Officials testified before the Texas House Homeland Security and Public Safety Committee on Wednesday about the West, Texas fertilizer plant explosion that killed 15 people and injured more than 160. While the hearing didn’t focus on federal regulatory agencies, it did seek to uncover which local authorities are responsible for overseeing the plant. Nim Kidd, chief of emergency management for the Department of Public Safety (DPS), claimed, “Even in the midst of that great tragedy, the system worked.” But other officials disagreed. The takeaway was that no one agency is tasked with ensuring the safety of such plants.
Local officials: DPS officials testified that ultimately the responsibility for ensuring that hazardous materials like the chemicals stored at West Fertilizer Co. are stored safely falls to local officials, and that it’s up to local fire marshals to inspect them for safety. “It’s a local up,” McCraw said. “It’s not a state down.” Yet while West has a volunteer fire department, it does not have a fire marshal. Bennett Sandlin, executive director of the Texas Municipal League, said that expecting small areas like West to have the resources needed to develop systems and plans for emergency situations is unrealistic. Meanwhile, even though facilities like the one in West are required to share information on safety and hazardous chemicals with local officials and emergency planning committees, they may not always put emergency plans in place.
Insurance companies: The West plant did have insurance and Texas Insurance Commissioner Eleanor Kitzman said the plant was likely inspected for safety as part of the underwriting process. But companies only evaluate risk from a monetary point of view, not in terms of prevention, she said, and Texas doesn’t mandate the terms for insurance companies that offer policies to such plants. While the West plant had liability insurance, it was not enough to cover the risk inherent in its operations.
TCEQ: The Texas Commission on Environmental Quality, which inspected the plant in 2006 after a complaint and cited it for operating for two years without an air quality permit, said that it only handles some permits for such facilities. It also focuses on the dangers chemicals pose during normal business hours, according to chairman Bryan Shaw, but the plant was closed at the time of the fire.
Office of the State Chemist: The state chemist, Tim Herman, inspected the plant just before the explosion, on April 5. But at the hearing he testified that his office only looks at security from the perspective of deterring vandalism and theft when issuing permits for those who store or distribute ammonium nitrate. “Our job is to facilitate commerce and provide market protection,” he said. It did not discuss storage of the chemical when it inspected the plant; rather, its primary role is to ensure the purity of the fertilizer being sold.
Agriculture Department: A state official said the agency isn’t tasked with regulating fertilizer facilities.
The hearing also illuminated the many other plants that may pose a danger in the state.

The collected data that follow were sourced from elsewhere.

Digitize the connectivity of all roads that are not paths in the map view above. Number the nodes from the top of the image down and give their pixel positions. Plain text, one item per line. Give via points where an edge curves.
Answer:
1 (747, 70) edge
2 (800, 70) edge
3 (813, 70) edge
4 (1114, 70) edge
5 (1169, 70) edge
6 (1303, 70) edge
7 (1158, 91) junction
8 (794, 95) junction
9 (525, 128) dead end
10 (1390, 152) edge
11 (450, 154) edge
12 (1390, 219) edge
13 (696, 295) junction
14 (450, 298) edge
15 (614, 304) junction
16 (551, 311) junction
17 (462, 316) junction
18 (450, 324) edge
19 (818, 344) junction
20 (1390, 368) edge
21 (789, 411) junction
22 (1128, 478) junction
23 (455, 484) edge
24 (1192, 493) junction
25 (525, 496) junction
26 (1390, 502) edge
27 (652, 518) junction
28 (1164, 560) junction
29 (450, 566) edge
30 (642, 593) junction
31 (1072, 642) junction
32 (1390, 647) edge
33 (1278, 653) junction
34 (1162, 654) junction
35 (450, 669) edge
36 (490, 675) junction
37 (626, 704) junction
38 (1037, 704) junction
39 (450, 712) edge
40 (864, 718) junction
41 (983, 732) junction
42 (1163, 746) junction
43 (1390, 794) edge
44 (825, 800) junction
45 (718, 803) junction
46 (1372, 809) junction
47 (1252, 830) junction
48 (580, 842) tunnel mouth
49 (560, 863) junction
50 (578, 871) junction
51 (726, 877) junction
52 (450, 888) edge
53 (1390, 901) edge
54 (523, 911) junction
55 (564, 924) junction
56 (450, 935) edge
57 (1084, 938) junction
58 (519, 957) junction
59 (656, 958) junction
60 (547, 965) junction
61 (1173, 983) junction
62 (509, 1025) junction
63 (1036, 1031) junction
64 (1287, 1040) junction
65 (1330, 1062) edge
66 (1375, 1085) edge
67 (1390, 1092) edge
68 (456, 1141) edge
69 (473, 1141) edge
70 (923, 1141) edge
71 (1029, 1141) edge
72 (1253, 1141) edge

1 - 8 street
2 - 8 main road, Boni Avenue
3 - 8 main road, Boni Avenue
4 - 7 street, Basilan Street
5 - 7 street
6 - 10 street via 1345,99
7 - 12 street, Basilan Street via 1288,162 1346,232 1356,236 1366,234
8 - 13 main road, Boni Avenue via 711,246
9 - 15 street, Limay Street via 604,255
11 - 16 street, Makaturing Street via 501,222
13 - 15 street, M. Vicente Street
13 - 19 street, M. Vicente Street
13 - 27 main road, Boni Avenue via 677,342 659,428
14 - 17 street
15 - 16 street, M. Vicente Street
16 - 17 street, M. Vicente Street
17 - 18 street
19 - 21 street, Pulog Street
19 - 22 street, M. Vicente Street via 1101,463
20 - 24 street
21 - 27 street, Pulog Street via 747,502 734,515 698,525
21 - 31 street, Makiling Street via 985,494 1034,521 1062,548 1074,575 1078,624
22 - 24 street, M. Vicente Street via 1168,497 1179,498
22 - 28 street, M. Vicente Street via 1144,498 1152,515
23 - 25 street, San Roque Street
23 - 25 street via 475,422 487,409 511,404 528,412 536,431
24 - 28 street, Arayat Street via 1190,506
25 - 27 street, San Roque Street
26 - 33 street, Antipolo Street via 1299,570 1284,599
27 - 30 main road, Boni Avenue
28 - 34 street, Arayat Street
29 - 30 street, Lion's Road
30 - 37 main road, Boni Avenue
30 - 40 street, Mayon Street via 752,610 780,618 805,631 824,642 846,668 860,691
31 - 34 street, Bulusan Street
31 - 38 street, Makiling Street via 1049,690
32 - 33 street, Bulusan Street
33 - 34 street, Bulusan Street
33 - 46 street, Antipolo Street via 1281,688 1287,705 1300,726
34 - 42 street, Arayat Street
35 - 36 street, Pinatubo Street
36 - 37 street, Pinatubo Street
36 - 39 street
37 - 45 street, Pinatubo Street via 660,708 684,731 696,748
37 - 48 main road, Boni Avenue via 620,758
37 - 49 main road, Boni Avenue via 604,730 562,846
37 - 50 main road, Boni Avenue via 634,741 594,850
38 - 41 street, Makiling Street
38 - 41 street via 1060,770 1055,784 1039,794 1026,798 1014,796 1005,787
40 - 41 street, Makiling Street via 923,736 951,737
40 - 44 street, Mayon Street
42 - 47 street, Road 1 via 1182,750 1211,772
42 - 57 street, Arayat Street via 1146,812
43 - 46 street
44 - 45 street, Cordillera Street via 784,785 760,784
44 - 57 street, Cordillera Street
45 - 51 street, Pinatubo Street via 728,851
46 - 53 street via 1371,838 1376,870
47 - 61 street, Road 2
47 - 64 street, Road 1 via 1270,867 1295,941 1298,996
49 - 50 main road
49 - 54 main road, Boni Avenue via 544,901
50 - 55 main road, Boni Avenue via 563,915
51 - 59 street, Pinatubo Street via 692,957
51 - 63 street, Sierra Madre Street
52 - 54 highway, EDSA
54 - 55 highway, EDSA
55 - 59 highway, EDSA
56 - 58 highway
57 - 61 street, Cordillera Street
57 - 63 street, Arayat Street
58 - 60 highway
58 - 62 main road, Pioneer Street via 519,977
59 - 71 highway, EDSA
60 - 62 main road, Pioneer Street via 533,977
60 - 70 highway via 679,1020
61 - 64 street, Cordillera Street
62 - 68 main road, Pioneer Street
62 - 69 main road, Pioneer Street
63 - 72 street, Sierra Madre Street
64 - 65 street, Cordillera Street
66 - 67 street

Officials from the Texas Department of State Health Services report that 14,000 facilities have extremely hazardous materials, and there are at least 44 with 10,000 pounds or more of ammonium nitrate or ammonium nitrate-based explosive material. West Fertilizer Co. reported more than 540,000 pounds of ammonium nitrate. There are nearly 7,000 chemical facilities around the country that pose a potential threat to populations larger than the town of West.
The cause of the explosion has yet to be determined, but the state fire marshal’s office expects to complete its investigation by May 10. Meanwhile, Sen. Barbara Boxer (D-CA), chair of the Senate Environment and Public Works Committee, has called for a hearing to investigate safety lapses at the plant. But industry groups and Texas lawmakers have already been quick to deny that any new regulations would be necessary in the wake of the explosion.